Fig. 5 Relationships between wind erosion and mean annual maximum wind speed in southern Africa from 1991 to 2015. (a) Temporal changes in mean annual maximum wind speed and (b) spatial patterns of the partial correlations between wind erosion and mean annual maximum wind speed.

4. Discussion

4.1 Climate dynamics in southern Africa

Since the 1870s, the increase in atmospheric water demand and changes to atmospheric circulation patterns have led to more frequent droughts in Africa (Dai, 2011). In particular, since 1980, the area suffering from severe drought has continued to increase (Rouault & Richard, 2005), and the irrational utilization of limited natural resources and population growth will further aggravate the risk of drought in the future (Ahmadalipour, Moradkhani, Castelletti, & Magliocca, 2019). Southern Africa was subjected to severe droughts in 2003 and 2007 (Rouault & Richard, 2005; Winkler, Gessner, & Hochschild, 2017); and serious drought events have occurred in local areas (Masih, Maskey, Mussá, & Trambauer, 2014), such as Namibia in 1995, South Africa in 1995 and 2003, and Lesotho and Eswatini in 2007. These events may have led to greater soil erosion across southern Africa in these years. Southern Africa has a noticeable rising temperature trend with the minimum temperature rising higher than the maximum temperature, especially in Namibia (Collins, 2011; Hulme et al., 2001). There are great uncertainties surrounding the multi-year rainfall intensity in southern Africa, but the average precipitation in the region has significantly decreased, the rainy season has shortened, and the rainfall intensity has weakened (Kusangaya et al., 2014; Nicholson, 2001a, 2001b). Over the last 30 years, the near-surface wind speed in southern Africa has shown a downward trend (Horton, Skinner, Singh, & Diffenbaugh, 2014; Torralba, Doblas-Reyes, & Gonzalez-Reviriego, 2017; Wu, Zha, Zhao, & Yang, 2018), and aerosol emissions have decreased the near-surface wind speed in sub-Saharan Africa by 0.05 m/s (Bichet, Wild, Folini, & Schär, 2012). During 1993–2010, the data derived from meteorological stations in the South Africa showed an average decrease in near-surface wind speed of 0.21 m/s/decade (Kruger, Goliger, Retief, & Sekele, 2010), which may be one of the reasons for the decrease in annual average soil erosion in southern Africa. In addition, vegetation productivity and desertification in sub-Saharan Africa may be influenced by global climate change, which is partly caused by the North Atlantic Oscillation and the El Niño Southern Oscillation (ENSO) (Oba, Post, & Stenseth, 2001). For example, in 2002, 2003, and 2015, the ENSO led to drought in southern Africa (Gizaw & Gan, 2017; Winkler et al., 2017), which was probably further linked to soil wind erosion.
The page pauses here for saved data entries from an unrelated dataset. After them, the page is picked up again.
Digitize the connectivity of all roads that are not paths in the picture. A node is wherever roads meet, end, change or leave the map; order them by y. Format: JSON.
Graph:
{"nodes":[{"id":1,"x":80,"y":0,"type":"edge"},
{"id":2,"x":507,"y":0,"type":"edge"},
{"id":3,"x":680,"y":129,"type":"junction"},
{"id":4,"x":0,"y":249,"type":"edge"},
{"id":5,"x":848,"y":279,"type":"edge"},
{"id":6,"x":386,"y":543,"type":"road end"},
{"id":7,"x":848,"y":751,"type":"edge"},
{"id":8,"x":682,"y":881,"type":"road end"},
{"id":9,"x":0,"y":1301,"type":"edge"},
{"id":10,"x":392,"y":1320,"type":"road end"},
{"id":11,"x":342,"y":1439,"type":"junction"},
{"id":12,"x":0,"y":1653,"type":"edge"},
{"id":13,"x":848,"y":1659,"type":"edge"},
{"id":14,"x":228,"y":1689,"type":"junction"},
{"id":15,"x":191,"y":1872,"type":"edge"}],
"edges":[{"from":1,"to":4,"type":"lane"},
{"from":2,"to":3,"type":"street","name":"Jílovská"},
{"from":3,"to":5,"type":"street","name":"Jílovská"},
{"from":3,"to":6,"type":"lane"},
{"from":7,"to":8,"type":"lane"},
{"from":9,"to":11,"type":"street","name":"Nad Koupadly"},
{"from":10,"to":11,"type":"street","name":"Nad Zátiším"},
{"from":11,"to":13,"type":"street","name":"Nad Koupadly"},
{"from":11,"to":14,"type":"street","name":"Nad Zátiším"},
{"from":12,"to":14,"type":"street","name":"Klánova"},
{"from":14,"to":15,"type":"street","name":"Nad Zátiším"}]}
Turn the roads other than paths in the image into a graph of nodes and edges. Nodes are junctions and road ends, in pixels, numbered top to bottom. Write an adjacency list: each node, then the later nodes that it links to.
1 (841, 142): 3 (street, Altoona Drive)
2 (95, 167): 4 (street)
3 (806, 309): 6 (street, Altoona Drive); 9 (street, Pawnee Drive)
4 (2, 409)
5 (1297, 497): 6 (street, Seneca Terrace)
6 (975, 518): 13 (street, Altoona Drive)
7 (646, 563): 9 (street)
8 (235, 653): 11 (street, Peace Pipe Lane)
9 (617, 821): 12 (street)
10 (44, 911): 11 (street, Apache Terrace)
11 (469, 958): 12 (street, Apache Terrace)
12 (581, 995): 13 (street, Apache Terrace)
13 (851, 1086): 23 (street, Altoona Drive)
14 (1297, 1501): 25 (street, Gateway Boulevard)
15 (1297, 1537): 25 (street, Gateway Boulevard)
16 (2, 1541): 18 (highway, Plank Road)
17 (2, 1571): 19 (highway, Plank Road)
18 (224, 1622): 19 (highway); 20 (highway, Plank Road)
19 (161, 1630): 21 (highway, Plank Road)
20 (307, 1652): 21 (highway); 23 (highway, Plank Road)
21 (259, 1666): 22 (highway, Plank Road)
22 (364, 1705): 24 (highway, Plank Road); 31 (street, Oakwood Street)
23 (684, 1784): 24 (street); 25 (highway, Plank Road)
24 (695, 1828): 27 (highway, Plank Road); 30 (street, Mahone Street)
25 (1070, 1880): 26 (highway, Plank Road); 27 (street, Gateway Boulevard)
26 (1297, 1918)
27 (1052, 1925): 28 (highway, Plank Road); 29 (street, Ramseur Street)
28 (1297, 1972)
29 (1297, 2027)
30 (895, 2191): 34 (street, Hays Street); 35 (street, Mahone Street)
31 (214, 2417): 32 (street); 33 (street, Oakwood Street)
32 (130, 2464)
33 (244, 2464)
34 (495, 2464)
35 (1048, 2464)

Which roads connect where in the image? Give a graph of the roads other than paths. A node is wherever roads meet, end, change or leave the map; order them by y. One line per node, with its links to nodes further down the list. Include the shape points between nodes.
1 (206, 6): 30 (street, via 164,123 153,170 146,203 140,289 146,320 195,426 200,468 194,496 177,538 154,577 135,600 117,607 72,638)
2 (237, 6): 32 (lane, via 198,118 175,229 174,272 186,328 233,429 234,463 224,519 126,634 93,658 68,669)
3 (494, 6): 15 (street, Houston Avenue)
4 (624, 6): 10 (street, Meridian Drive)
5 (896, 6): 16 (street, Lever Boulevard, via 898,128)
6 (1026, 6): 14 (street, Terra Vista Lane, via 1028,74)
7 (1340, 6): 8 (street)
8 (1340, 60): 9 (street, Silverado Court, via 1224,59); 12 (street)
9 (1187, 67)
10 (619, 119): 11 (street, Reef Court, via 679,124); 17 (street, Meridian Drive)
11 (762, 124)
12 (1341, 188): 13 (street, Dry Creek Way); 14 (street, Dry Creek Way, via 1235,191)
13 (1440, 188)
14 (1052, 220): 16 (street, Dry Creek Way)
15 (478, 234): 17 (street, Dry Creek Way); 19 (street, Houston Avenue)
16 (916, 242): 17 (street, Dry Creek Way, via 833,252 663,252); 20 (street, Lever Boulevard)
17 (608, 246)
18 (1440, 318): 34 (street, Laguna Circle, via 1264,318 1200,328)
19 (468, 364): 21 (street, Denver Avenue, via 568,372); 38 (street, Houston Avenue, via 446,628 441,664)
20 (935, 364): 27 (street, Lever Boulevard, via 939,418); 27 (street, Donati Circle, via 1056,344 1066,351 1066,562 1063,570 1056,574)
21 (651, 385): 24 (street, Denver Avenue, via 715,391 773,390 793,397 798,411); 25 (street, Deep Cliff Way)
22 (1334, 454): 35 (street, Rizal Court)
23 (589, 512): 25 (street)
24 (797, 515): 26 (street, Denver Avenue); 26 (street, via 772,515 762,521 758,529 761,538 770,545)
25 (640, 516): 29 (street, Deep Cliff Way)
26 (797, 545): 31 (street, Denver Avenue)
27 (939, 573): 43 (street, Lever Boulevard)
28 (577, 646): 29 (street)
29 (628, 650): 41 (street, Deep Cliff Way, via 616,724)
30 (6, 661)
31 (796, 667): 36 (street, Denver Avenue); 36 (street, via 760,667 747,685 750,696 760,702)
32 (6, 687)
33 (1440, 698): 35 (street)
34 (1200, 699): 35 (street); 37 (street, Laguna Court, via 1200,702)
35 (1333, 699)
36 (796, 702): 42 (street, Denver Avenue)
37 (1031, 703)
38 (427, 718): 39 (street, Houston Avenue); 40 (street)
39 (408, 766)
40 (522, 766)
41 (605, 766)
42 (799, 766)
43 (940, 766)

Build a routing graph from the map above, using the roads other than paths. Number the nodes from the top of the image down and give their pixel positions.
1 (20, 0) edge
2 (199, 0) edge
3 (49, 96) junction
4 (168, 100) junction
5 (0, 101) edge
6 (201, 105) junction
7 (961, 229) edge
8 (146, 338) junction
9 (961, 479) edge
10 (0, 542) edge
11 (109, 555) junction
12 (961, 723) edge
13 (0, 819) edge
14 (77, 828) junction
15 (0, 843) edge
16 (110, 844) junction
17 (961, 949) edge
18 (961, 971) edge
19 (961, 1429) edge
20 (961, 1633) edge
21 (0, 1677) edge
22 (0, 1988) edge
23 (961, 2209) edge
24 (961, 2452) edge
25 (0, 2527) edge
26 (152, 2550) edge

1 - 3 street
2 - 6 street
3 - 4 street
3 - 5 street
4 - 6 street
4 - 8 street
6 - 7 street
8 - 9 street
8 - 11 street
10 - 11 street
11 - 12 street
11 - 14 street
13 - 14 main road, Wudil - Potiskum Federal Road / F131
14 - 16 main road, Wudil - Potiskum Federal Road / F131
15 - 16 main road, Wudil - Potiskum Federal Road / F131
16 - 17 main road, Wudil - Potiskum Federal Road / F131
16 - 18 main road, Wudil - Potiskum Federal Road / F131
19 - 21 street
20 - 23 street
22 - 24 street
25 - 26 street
4.2 Relationship between vegetation and wind erosion

Temperature and precipitation can have a direct impact on soil wind erosion. However, vegetation growth, which is dominated by the temporal and spatial water and heat patterns, can also indirectly affect soil wind erosion (Miao, Yang, Chen, & Gao, 2012). A correlation analysis between the average annual fractional vegetation cover (FVC), annual temperature, and annual precipitation showed that in southern Africa, temperature and FVC were negatively correlated across 91.8% of the total area (Fig. 6a). However, in most areas (approximately 88.3% of the total area), FVC had a positive correlation with precipitation (Fig. 6b). The correlations between different FVC values, and temperature and precipitation were also different (Figs. 6c, 6d). When the FVC is below 0.4: the negative correlation between FVC and temperature increases. In contrast, when FVC is greater than 0.4: the influence of temperature on FVC decreases as FVC increases. For example, the Kalahari Basin, which is in the middle of the study area and sparsely covered by shrubs and herbs, has a vegetation coverage of between 0.2 and 0.4 (Fig. 7a). The negative correlation between FVC and temperature and the positive correlation with precipitation were clearly more robust than in other regions (Figs. 6a, 6b). The high temperatures and reduced rainfall make this area hotter and drier, which reduces vegetation growth. In contrast, an increase in precipitation promotes the growth of vegetation. However, in the southern coastal area with a marine climate, the rise in temperature under warm and humid climate conditions increases FVC, but the increase in precipitation actually inhibits vegetation growth.